In a small clinic in Eswatini's Hhohho region, a sex worker named Thandiwe learned about lenacapavir—a revolutionary HIV prevention drug administered just twice a year—only to be turned away because stocks had run dry. Her story captures the cruel irony gripping the world's most burdened nation: Eswatini, where one in four people live with HIV, finally has access to a medication that could stop new infections in their tracks, yet supply constraints mean it remains out of reach for the very communities drowning in the epidemic.

The significance of lenacapavir cannot be overstated. This injectable antiretroviral, developed by Gilead Sciences, offers near-perfect protection against HIV transmission when taken as prescribed—efficacy rates above 99 percent in clinical trials. For a country where HIV prevalence stands at 27 percent among adults, the highest anywhere in the world, the arrival of lenacapavir in 2023 felt like a lifeline. Yet two years later, doses remain scarce, rationed among a tiny fraction of Eswatini's 1.2 million people, with fewer than 500 people estimated to have received the drug so far.

Eswatini's HIV epidemic is concentrated among its most vulnerable populations. Sex workers face infection rates of 70 percent or higher, while young women aged 15 to 24 account for a disproportionate share of new infections. These are precisely the people lenacapavir could protect, yet supply shortages mean clinics must choose between patients.

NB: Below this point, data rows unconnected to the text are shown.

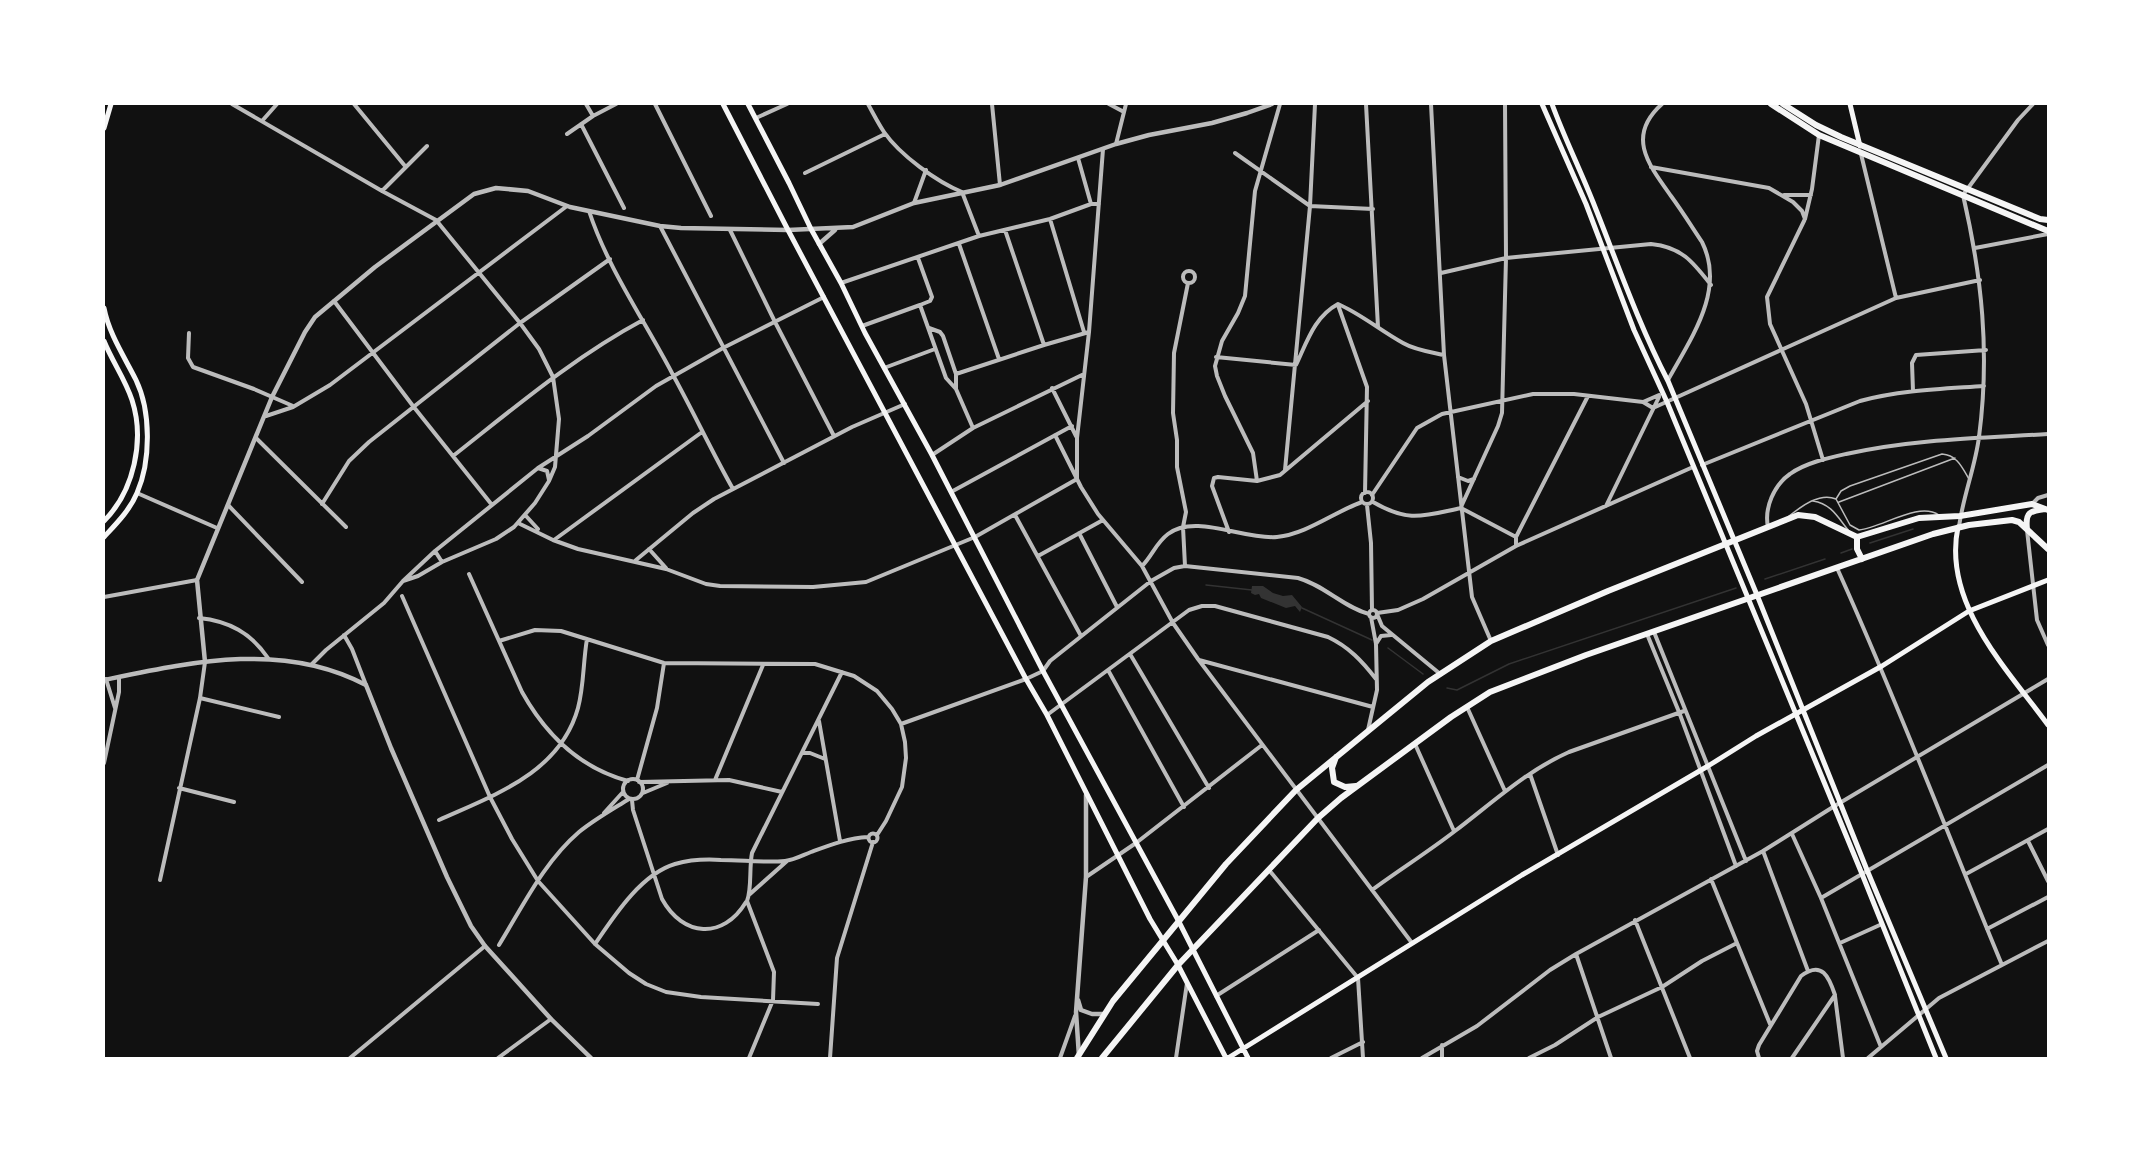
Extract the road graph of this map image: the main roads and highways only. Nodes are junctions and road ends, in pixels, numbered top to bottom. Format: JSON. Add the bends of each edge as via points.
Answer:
{"nodes":[{"id":1,"x":111,"y":104,"type":"edge"},
{"id":2,"x":723,"y":104,"type":"edge"},
{"id":3,"x":748,"y":104,"type":"edge"},
{"id":4,"x":1542,"y":104,"type":"edge"},
{"id":5,"x":1552,"y":104,"type":"edge"},
{"id":6,"x":1771,"y":104,"type":"edge"},
{"id":7,"x":1783,"y":104,"type":"edge"},
{"id":8,"x":1850,"y":104,"type":"edge"},
{"id":9,"x":104,"y":128,"type":"edge"},
{"id":10,"x":1859,"y":144,"type":"junction"},
{"id":11,"x":1861,"y":154,"type":"junction"},
{"id":12,"x":1965,"y":192,"type":"junction"},
{"id":13,"x":2048,"y":220,"type":"edge"},
{"id":14,"x":2035,"y":226,"type":"junction"},
{"id":15,"x":2049,"y":233,"type":"edge"},
{"id":16,"x":2038,"y":236,"type":"road end"},
{"id":17,"x":104,"y":308,"type":"edge"},
{"id":18,"x":104,"y":341,"type":"edge"},
{"id":19,"x":2047,"y":510,"type":"edge"},
{"id":20,"x":104,"y":521,"type":"edge"},
{"id":21,"x":1958,"y":527,"type":"junction"},
{"id":22,"x":2027,"y":529,"type":"junction"},
{"id":23,"x":1856,"y":536,"type":"junction"},
{"id":24,"x":104,"y":537,"type":"edge"},
{"id":25,"x":1733,"y":541,"type":"junction"},
{"id":26,"x":1726,"y":544,"type":"junction"},
{"id":27,"x":2049,"y":549,"type":"edge"},
{"id":28,"x":1862,"y":559,"type":"junction"},
{"id":29,"x":2049,"y":580,"type":"edge"},
{"id":30,"x":1757,"y":595,"type":"junction"},
{"id":31,"x":1748,"y":598,"type":"junction"},
{"id":32,"x":1969,"y":611,"type":"junction"},
{"id":33,"x":1802,"y":709,"type":"junction"},
{"id":34,"x":1795,"y":714,"type":"junction"},
{"id":35,"x":2049,"y":725,"type":"edge"},
{"id":36,"x":1336,"y":756,"type":"junction"},
{"id":37,"x":1357,"y":786,"type":"junction"},
{"id":38,"x":1865,"y":872,"type":"junction"},
{"id":39,"x":1178,"y":920,"type":"junction"},
{"id":40,"x":1163,"y":941,"type":"junction"},
{"id":41,"x":1193,"y":950,"type":"junction"},
{"id":42,"x":1178,"y":965,"type":"junction"},
{"id":43,"x":1243,"y":1050,"type":"junction"},
{"id":44,"x":1079,"y":1058,"type":"edge"},
{"id":45,"x":1102,"y":1059,"type":"edge"},
{"id":46,"x":1227,"y":1059,"type":"edge"},
{"id":47,"x":1248,"y":1059,"type":"edge"},
{"id":48,"x":1936,"y":1059,"type":"edge"},
{"id":49,"x":1946,"y":1059,"type":"edge"}],
"edges":[{"from":1,"to":9,"type":"main road"},
{"from":2,"to":40,"type":"main road"},
{"from":3,"to":39,"type":"main road","via":[[1043,671]]},
{"from":4,"to":26,"type":"main road"},
{"from":5,"to":25,"type":"main road"},
{"from":6,"to":11,"type":"main road","via":[[1819,135]]},
{"from":7,"to":10,"type":"main road","via":[[1816,125]]},
{"from":8,"to":10,"type":"main road"},
{"from":10,"to":11,"type":"main road"},
{"from":10,"to":12,"type":"main road"},
{"from":11,"to":12,"type":"main road"},
{"from":12,"to":13,"type":"main road"},
{"from":12,"to":14,"type":"main road"},
{"from":14,"to":15,"type":"main road"},
{"from":14,"to":16,"type":"main road"},
{"from":17,"to":24,"type":"main road","via":[[116,343],[136,381],[148,424],[145,466],[137,493]]},
{"from":18,"to":20,"type":"main road","via":[[136,413],[134,464],[128,486]]},
{"from":19,"to":22,"type":"main road","via":[[2034,510],[2028,515]]},
{"from":19,"to":23,"type":"main road","via":[[2032,504],[1960,516],[1919,518]]},
{"from":21,"to":22,"type":"main road","via":[[2004,520],[2019,522]]},
{"from":21,"to":28,"type":"main road"},
{"from":21,"to":32,"type":"main road","via":[[1960,588]]},
{"from":22,"to":27,"type":"main road"},
{"from":23,"to":25,"type":"main road","via":[[1815,517],[1798,515]]},
{"from":23,"to":28,"type":"main road"},
{"from":25,"to":26,"type":"main road"},
{"from":25,"to":30,"type":"main road"},
{"from":26,"to":31,"type":"main road"},
{"from":26,"to":36,"type":"main road","via":[[1491,641],[1439,673]]},
{"from":28,"to":30,"type":"main road"},
{"from":29,"to":32,"type":"main road"},
{"from":30,"to":31,"type":"main road"},
{"from":30,"to":33,"type":"main road"},
{"from":31,"to":34,"type":"main road"},
{"from":31,"to":37,"type":"main road","via":[[1516,681],[1466,705]]},
{"from":32,"to":33,"type":"main road","via":[[1882,666]]},
{"from":32,"to":35,"type":"main road","via":[[2007,671]]},
{"from":33,"to":34,"type":"main road"},
{"from":33,"to":38,"type":"main road"},
{"from":34,"to":38,"type":"main road"},
{"from":34,"to":43,"type":"main road"},
{"from":36,"to":37,"type":"main road","via":[[1332,768],[1334,782],[1339,786]]},
{"from":36,"to":39,"type":"main road","via":[[1296,790]]},
{"from":37,"to":41,"type":"main road","via":[[1318,818]]},
{"from":38,"to":48,"type":"main road"},
{"from":38,"to":49,"type":"main road"},
{"from":39,"to":40,"type":"main road"},
{"from":39,"to":41,"type":"main road"},
{"from":40,"to":42,"type":"main road"},
{"from":40,"to":44,"type":"main road","via":[[1103,1014]]},
{"from":41,"to":42,"type":"main road"},
{"from":41,"to":43,"type":"main road"},
{"from":42,"to":45,"type":"main road"},
{"from":42,"to":46,"type":"main road"},
{"from":43,"to":46,"type":"main road"},
{"from":43,"to":47,"type":"main road"}]}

Some facilities have stopped enrolling new people onto the drug altogether. "It's no more than a drop in the ocean," one health worker told researchers, describing the trickle of doses available against the scale of need.

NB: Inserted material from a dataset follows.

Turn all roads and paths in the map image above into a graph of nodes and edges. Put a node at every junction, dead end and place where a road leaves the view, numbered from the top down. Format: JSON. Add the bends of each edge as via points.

The bottleneck isn't mysterious. Global manufacturing capacity for lenacapavir remains limited, with Gilead unable to produce enough to meet demand across multiple continents. Eswatini's orders have been partially fulfilled, leaving the country rationing a drug that could transform the trajectory of its epidemic. Meanwhile, other nations with far lower HIV burdens have secured larger allocations. Advocacy organizations argue that intellectual property barriers and inadequate technology transfer agreements have prevented generic manufacturers from scaling up production, keeping prices artificially high and supply artificially low.

For Eswatini, the timing compounds the tragedy. The country has made remarkable strides in recent years, expanding antiretroviral treatment to 95 percent of people living with HIV. Yet that success has masked an ongoing crisis: new infections continue at rates far above what would eliminate the epidemic. Lenacapavir could change that trajectory, breaking the cycle of transmission that has defined Eswatini's health landscape for decades. But only if it reaches the people who need it most.

Eswatini's government has begun negotiating directly with manufacturers to increase allocations, and international health organizations are advocating for prioritizing the nation's most vulnerable populations. Some progress is underway—the government recently launched a program specifically targeting sex workers in informal settlements. Yet those involved acknowledge the harsh mathematics: with current supply, it will take years to reach even half of those who could benefit. For Thandiwe and thousands like her, a drug that exists and works remains stubbornly out of reach, a measure of how the world's crisis of inequality plays out in real time.